Après avoir bu à La Fontaine de Jouvence une eau plate, grasse et finalement assez vaine, pas facile de redresser la barre du bateau Pirates des Caraïbes. Alors, quand une Vengeance de Salazar se dessine à l'horizon, il n'est pas interdit de tressaillir, que ce soit de peur, si la qualité toute relative du dernier épisode en date se perpétue, ou mu par une certaine attente, la bande annonce promettant quelques bons moments de spectacle dans la lignée de ce qu'offrait Le Secret du Coffre Maudit et Jusqu'au Bout du Monde.
De tels sentiments mitigés se confirment durant la séance, mêlés à un certain soulagement. Car si la qualité de l'ensemble est cette fois au rendez-vous, un gros déjà vu s'installe, tant La Vengeance de Salazar ne propose pas de grosses surprises sur les océans du divertissement qu'il emprunte. Une véritable mer d'huile par instant, donnant un drôle de rythme à l'ensemble. Le nouveau duo installé derrière la caméra, Joachim Ronning et Espen Sandberg, s'échine dans une première partie à émuler les passages les plus reconnaissables de La Malédiction du Black Pearl, en faisant halte en geôle ou près de la potence, tout en faisant faire à Jack Sparrow un casse tout droit décalqué du final de Fast & Furious 5. Drôle d'impression. Mais le spectateur gagne peu à peu en confiance. Car il se passe enfin quelque chose à l'écran, loin d'un quatrième film où l'inanité servait de cap à la navigation.
A l'occasion d'un flashback ou lors de l'apparition de quelques requins zombies, il se dira même que ce cinquième opus se glisse dans le sillage des trois fils aînés. Mais malheureusement, guère plus. Car Pirates des Caraïbes sombrera parfois du côté du mélo, glissant la quête du père comme moteur principal d'un couple calqué sur celui formé par Orlando Bloom et Keira Knightley... Sans rien dégager. Car si Kaya Scoledario est bien mignonne, elle n'offre pas grand chose de plus. Mais ce n'est rien comparé à son comparse Brenton Thwaites, proche du charisme d'une endive au jambon abandonnée dans un frigo en rupture de la chaine du froid.

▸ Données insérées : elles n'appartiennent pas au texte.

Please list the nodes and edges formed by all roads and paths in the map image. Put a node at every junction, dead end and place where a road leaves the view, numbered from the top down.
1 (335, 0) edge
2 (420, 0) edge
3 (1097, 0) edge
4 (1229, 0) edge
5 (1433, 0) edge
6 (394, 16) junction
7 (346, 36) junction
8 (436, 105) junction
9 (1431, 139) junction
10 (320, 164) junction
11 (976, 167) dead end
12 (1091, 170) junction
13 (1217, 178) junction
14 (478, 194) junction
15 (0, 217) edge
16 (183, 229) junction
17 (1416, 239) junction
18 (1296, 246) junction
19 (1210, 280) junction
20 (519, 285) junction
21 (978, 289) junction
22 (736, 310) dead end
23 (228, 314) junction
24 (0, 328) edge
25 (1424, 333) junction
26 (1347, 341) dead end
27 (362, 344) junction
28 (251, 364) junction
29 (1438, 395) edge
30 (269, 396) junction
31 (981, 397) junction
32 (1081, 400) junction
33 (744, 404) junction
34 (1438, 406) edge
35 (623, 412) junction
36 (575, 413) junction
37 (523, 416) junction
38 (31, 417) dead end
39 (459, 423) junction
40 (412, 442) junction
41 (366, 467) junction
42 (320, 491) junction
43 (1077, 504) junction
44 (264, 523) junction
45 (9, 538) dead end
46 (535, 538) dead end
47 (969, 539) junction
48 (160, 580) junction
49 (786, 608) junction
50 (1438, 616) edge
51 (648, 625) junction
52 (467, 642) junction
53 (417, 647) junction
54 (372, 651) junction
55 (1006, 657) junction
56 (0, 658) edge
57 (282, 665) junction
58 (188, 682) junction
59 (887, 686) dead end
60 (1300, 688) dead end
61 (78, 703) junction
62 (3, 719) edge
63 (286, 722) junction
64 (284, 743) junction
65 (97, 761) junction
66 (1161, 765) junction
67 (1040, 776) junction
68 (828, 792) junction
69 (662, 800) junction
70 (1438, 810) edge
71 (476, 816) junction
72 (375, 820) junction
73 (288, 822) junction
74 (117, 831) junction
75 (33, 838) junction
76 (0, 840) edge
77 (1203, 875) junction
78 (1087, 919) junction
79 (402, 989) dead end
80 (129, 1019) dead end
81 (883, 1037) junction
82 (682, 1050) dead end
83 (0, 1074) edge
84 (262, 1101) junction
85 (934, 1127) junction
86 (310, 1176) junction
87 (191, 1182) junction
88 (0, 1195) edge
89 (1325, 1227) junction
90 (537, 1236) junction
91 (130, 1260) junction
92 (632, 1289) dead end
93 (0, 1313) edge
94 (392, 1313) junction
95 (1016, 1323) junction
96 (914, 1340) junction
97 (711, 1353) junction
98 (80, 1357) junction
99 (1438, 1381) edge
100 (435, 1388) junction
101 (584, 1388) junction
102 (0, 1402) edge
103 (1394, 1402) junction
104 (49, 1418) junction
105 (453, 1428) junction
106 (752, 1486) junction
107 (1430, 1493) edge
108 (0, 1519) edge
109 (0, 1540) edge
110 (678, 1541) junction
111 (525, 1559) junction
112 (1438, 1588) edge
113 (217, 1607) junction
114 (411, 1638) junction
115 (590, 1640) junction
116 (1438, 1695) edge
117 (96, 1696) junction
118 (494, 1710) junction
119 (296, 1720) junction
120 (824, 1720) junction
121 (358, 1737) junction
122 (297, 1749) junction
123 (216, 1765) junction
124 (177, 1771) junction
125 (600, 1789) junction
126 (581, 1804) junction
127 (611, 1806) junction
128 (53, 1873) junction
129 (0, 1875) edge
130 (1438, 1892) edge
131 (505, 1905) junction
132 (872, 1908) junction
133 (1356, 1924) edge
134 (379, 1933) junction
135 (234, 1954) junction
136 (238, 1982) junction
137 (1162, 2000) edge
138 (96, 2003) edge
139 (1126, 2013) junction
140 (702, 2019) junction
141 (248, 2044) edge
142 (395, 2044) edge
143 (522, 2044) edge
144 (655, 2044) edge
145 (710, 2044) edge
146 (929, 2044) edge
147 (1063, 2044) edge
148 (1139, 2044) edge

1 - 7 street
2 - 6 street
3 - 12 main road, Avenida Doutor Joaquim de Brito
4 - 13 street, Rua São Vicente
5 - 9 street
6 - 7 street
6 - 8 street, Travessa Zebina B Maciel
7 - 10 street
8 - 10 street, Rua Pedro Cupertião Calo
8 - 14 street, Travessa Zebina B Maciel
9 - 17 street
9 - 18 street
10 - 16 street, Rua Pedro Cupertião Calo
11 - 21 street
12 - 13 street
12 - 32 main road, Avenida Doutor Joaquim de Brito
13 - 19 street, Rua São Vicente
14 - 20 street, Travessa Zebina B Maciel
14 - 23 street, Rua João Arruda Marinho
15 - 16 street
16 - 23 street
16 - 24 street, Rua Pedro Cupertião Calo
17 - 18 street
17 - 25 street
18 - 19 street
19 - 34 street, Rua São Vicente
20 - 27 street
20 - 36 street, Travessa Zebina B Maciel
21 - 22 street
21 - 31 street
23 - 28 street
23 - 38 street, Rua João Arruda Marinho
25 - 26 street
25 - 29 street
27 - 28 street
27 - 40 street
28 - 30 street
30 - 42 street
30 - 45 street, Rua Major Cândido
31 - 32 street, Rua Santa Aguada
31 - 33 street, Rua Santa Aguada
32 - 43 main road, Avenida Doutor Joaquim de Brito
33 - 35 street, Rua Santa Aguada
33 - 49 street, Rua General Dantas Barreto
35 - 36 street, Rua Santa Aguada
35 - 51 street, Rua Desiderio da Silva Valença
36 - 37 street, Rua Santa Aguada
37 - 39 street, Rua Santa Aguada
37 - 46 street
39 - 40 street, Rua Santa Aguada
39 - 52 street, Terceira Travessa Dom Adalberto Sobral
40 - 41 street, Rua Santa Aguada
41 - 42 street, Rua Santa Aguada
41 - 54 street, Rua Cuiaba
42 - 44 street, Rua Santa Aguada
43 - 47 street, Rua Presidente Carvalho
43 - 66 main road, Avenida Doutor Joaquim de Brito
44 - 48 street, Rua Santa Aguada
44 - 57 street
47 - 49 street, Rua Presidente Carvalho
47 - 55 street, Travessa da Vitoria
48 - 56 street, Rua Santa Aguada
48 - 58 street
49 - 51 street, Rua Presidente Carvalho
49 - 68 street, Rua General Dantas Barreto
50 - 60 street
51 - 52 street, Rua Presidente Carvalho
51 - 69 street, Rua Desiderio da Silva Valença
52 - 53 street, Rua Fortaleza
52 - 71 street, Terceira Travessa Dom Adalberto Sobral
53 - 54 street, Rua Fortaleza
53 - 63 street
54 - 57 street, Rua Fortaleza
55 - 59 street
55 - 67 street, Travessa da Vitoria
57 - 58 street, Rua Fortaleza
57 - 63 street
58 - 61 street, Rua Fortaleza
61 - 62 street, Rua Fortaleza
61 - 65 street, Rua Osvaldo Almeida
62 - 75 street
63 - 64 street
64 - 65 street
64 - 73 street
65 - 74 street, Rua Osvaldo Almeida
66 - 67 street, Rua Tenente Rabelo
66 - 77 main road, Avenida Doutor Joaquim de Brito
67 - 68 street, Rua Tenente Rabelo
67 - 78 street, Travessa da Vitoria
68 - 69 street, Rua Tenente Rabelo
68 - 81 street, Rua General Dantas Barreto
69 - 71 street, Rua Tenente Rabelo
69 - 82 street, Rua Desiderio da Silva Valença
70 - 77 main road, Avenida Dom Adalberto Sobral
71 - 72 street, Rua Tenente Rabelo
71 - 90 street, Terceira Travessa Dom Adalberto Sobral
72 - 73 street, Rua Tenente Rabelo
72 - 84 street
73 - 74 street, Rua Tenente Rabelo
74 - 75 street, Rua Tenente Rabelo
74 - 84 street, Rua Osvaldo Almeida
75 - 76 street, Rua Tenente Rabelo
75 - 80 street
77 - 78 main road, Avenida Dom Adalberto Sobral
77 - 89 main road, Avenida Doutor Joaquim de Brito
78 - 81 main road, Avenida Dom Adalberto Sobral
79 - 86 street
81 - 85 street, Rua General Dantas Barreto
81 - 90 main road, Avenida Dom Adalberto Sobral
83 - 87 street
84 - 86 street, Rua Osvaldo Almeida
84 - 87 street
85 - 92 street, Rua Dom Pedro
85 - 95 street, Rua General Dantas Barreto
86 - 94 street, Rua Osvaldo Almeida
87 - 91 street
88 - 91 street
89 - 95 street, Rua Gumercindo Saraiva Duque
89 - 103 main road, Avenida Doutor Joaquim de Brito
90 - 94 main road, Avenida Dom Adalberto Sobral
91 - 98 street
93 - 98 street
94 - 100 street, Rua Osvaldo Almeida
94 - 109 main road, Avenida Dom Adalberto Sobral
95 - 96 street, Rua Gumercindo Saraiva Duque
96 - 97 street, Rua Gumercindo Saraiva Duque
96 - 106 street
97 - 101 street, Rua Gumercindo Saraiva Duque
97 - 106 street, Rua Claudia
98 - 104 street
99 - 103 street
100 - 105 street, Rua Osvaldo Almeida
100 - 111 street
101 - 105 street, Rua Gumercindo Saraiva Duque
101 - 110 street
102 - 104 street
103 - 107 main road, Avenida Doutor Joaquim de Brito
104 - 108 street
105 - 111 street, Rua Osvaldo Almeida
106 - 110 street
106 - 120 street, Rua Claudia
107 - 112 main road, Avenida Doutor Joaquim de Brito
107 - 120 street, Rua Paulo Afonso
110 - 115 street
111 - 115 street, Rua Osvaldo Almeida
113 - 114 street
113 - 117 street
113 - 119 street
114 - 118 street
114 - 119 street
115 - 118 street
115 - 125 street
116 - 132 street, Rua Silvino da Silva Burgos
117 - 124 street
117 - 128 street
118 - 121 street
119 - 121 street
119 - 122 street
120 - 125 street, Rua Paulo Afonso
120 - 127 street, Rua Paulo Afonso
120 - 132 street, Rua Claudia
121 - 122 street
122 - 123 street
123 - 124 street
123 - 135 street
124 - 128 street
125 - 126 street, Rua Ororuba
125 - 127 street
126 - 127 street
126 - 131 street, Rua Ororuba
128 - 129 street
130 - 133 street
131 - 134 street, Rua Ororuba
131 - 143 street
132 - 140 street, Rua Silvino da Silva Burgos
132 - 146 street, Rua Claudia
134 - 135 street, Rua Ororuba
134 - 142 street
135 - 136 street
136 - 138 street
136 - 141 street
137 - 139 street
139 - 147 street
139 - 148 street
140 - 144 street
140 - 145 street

Si l'originalité s'est retrouvée à fond de cale, La Vengeance de Salazar se laisse regarder sans déplaisir, les dollars de Disney et de Jerry Bruckheimer étant dépensés afin de donner vie à un spectacle honnête et la plupart du temps joli. mais il manque clairement quelque chose. Car une fois sorti de la salle, pas grand chose ne revient en mémoire, sauf une satisfaction un peu fugace, celle ressentie en voyant un blockbuster de consommation courante, honorable, mais loin d'être impérissable.
C'est certainement le plus grand problème de ces Pirates des Caraïbes. Car privé de son capitaine, Gore Verbinski, la saga évite désormais de s'aventurer en haute mer, ou, de tout simplement, se jeter à l'eau. exit donc les immenses chutes au bord du monde du troisième opus, le combat à l'épée en plein maelstrom ou le charisme d'un Davy Jones. Oui, il y a bien un bateau en mode Transformers, oui, il y a les cabrioles des requins zombies. Oui, il y a l'océan qui s'ouvre en deux, mais cela ressemble un peu à la visite d'un centre océanographique, non ? Tandis que Disney et l'ami Jerry se contentent de gérer leur univers, sans pour autant l'utiliser pleinement.
Pirates des Caraïbes s'en trouve ainsi presque normalisé, aussi abordable qu'un film de pirates lambda, quand Gore Verbinski, alors qu'il était à la barre du navire, multipliait les idées folles et les scènes parfois aux limites du méta, donnant un sentiment étrange à un divertissement censé être family friendly, manoeuvres qu'il a renouvelées sur Rango, Lone Ranger ou A Cure for Life, avec plus ou moins de succès public.
Le vaisseau Pirates des Caraïbes, lui, continue sa route juste à la sortie du port. Un bateau rutilant, poli, bien propre sur lui, comme s'il avait été recyclé pour les traversées grand luxe de chez Costa ou MSC Croisières. Loin de l'audace d'antan, des abordages désespérés.
Confort ou aventure, faîtes votre choix, alors même qu'une scène post générique promet timidement de ressusciter les grandes heures de la vie de pirate.